Dataset records
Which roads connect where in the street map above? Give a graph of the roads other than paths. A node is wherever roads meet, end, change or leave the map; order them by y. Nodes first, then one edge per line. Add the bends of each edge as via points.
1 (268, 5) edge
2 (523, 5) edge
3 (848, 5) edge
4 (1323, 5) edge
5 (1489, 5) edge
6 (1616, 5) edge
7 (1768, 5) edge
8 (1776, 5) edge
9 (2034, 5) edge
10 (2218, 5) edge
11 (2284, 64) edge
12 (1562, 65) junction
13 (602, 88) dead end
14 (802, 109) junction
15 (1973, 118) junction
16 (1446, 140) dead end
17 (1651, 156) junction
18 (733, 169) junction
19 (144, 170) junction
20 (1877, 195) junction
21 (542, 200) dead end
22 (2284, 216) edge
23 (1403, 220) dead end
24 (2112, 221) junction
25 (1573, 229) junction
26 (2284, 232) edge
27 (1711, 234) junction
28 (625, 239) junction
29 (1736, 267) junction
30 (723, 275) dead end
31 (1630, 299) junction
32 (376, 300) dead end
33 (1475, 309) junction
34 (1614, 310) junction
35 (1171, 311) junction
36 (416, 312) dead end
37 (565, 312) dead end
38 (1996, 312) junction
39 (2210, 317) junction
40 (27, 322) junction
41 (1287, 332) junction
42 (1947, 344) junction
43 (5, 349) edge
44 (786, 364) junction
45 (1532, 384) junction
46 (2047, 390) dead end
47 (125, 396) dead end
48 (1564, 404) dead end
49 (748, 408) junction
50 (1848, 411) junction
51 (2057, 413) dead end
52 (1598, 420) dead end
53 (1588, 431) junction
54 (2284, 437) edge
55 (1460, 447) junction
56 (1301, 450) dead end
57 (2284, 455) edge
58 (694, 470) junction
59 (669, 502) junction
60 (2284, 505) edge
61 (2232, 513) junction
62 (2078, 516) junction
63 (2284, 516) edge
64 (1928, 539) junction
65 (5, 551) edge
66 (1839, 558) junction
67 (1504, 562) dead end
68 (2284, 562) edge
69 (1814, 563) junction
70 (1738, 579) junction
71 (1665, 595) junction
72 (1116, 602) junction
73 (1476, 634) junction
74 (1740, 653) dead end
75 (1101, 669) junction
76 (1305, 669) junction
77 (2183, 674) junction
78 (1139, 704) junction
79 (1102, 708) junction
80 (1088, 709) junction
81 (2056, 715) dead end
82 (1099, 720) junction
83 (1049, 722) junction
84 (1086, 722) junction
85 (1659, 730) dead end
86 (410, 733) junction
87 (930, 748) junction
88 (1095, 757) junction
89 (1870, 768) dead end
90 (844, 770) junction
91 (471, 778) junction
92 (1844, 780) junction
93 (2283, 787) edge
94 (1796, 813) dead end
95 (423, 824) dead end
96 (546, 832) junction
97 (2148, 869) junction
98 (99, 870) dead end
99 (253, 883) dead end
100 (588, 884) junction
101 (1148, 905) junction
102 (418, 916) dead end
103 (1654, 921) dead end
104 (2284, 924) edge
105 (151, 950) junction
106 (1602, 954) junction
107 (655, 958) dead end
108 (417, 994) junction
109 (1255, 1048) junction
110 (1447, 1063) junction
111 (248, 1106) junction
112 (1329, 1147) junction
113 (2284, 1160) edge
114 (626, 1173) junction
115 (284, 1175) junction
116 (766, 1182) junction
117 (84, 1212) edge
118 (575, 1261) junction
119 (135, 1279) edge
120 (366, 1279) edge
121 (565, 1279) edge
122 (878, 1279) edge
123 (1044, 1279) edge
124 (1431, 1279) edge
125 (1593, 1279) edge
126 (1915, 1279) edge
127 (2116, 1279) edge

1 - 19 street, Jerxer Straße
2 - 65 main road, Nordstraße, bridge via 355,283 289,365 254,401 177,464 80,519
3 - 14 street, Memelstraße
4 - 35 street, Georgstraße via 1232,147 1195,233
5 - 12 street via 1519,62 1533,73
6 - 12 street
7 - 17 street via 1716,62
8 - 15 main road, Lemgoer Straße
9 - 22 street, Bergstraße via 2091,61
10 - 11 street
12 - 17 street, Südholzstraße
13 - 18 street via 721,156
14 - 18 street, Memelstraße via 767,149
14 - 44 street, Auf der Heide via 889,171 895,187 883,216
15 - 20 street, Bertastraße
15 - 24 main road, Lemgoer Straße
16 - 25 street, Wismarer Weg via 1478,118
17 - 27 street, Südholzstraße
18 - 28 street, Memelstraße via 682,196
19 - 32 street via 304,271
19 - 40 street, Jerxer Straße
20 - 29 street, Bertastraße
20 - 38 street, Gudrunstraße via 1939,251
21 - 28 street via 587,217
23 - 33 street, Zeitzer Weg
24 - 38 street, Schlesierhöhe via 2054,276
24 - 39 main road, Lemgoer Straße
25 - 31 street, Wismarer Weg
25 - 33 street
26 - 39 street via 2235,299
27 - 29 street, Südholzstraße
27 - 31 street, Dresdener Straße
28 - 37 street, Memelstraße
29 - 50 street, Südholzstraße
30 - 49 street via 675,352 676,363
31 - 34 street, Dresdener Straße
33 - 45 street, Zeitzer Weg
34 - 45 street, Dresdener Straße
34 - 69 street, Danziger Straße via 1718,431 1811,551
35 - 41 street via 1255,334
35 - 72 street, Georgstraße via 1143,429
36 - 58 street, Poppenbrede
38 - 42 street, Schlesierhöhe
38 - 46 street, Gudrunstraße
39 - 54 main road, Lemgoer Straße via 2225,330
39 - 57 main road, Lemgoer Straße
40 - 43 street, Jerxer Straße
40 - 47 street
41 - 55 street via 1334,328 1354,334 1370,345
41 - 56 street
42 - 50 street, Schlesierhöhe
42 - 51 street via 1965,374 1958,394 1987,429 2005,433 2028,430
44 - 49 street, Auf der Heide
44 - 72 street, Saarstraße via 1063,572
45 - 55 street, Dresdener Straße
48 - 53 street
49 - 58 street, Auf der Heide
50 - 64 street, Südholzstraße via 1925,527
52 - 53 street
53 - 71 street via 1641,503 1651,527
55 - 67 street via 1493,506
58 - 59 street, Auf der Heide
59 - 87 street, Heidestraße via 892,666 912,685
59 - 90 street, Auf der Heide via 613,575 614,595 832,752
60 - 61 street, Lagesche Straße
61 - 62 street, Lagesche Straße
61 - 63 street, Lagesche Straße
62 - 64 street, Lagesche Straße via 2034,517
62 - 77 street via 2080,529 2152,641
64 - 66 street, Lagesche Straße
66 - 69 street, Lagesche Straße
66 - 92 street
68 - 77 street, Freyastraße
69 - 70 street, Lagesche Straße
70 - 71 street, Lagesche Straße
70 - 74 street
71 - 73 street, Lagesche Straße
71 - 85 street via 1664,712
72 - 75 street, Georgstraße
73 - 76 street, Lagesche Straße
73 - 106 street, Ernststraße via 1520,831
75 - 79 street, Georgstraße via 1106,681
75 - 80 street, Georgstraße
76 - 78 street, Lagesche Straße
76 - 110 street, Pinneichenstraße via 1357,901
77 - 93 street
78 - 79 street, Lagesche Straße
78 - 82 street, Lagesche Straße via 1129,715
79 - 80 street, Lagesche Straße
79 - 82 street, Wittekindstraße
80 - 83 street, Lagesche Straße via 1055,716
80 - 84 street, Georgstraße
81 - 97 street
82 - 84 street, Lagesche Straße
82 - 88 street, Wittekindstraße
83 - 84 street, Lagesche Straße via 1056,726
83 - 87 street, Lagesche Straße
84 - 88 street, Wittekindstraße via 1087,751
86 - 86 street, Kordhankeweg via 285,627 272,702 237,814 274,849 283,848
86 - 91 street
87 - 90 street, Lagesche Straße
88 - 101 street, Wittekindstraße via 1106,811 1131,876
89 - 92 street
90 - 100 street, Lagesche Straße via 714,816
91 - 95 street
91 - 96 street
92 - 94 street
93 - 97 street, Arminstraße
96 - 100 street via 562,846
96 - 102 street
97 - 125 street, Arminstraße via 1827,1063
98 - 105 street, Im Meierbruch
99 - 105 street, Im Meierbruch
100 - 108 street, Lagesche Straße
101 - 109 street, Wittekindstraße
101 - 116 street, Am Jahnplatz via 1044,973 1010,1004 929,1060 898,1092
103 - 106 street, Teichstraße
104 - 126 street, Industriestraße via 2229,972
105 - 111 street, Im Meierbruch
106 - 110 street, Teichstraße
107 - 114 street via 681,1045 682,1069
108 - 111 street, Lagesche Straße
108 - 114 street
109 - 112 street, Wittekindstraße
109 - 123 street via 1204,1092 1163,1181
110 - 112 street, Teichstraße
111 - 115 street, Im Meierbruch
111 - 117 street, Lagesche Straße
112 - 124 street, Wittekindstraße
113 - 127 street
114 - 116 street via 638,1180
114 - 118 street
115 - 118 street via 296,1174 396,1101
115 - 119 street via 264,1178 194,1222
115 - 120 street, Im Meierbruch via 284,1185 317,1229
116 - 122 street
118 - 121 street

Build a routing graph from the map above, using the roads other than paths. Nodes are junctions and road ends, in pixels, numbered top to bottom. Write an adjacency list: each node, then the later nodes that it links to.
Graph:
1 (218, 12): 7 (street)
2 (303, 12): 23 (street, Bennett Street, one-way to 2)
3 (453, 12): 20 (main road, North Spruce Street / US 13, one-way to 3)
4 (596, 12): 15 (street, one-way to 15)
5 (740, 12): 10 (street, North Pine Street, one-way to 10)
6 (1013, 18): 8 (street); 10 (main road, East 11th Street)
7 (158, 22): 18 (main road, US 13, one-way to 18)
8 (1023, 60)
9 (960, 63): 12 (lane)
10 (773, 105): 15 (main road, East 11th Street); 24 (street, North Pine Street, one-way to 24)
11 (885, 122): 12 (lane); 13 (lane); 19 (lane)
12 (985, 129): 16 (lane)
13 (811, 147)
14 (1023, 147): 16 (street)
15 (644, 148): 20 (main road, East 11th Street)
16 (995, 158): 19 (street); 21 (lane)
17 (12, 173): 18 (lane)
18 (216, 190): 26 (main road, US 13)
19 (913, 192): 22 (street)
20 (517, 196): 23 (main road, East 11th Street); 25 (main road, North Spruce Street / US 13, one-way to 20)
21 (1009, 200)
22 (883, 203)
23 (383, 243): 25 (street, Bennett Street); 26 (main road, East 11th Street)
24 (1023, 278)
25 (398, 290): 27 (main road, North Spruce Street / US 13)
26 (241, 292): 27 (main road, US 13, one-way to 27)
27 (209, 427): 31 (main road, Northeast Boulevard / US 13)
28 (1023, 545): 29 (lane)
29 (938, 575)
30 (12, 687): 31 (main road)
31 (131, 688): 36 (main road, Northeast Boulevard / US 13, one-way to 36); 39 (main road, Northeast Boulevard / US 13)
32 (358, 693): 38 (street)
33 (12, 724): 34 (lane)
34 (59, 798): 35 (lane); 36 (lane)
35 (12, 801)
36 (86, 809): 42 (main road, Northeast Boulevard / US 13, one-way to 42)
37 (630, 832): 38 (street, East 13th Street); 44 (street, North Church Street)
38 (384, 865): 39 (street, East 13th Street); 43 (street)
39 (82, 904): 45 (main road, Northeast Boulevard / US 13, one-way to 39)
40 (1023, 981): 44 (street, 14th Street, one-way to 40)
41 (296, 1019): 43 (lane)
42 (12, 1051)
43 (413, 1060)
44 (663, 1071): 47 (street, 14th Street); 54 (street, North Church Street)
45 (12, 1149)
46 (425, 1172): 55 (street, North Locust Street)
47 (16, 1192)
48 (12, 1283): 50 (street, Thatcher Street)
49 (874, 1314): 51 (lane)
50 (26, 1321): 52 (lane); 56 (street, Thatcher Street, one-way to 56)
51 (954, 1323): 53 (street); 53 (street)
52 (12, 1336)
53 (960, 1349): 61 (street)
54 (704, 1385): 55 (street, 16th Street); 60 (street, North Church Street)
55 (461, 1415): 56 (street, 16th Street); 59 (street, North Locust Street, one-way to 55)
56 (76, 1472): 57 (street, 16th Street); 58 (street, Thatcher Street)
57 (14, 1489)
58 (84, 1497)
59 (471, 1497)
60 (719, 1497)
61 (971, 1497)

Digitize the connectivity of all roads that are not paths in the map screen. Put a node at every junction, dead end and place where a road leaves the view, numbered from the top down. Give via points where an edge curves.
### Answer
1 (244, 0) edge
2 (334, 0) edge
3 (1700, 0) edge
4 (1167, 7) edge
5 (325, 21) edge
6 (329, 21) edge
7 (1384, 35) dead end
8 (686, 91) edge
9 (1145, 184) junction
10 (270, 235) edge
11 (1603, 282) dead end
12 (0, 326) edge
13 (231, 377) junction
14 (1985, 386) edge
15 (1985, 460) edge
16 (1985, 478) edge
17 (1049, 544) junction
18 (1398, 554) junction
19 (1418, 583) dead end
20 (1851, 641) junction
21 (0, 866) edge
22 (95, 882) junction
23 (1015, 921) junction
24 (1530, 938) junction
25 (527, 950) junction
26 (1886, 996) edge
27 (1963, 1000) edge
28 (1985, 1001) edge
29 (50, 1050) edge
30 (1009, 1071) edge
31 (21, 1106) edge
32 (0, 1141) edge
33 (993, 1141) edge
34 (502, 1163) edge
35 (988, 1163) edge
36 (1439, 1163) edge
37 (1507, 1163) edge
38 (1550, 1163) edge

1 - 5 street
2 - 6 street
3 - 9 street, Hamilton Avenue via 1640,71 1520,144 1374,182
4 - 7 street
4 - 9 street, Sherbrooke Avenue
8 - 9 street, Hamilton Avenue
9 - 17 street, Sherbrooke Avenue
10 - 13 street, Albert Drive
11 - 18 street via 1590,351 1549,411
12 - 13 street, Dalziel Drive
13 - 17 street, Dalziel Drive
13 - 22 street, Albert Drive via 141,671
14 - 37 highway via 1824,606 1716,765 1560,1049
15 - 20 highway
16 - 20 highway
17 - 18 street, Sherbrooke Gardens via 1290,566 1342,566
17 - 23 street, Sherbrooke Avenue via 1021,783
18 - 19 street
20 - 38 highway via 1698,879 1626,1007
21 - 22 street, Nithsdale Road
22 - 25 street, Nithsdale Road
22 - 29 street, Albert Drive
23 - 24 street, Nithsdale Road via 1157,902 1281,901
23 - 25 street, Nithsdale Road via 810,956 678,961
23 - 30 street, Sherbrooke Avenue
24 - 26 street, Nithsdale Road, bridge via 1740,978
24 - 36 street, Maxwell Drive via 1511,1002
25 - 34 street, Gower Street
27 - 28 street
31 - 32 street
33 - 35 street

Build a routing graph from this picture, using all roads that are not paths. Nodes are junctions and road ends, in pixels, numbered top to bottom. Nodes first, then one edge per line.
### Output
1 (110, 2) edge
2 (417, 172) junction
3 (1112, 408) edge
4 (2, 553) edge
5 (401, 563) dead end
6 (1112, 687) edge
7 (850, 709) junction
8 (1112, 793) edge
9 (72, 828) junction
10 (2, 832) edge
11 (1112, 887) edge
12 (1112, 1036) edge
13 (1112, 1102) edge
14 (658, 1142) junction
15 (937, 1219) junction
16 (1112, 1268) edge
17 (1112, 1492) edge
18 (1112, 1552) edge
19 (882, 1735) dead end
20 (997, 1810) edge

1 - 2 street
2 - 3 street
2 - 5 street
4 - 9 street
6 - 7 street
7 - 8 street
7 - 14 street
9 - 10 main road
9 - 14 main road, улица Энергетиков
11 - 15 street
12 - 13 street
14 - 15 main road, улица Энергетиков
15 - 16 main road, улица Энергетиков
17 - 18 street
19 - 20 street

EXERCISE OBJECTIVE -> Tally every line of the data that holds the word "Bennett" and write the count alone.

SOLVED PROBLEM -> 2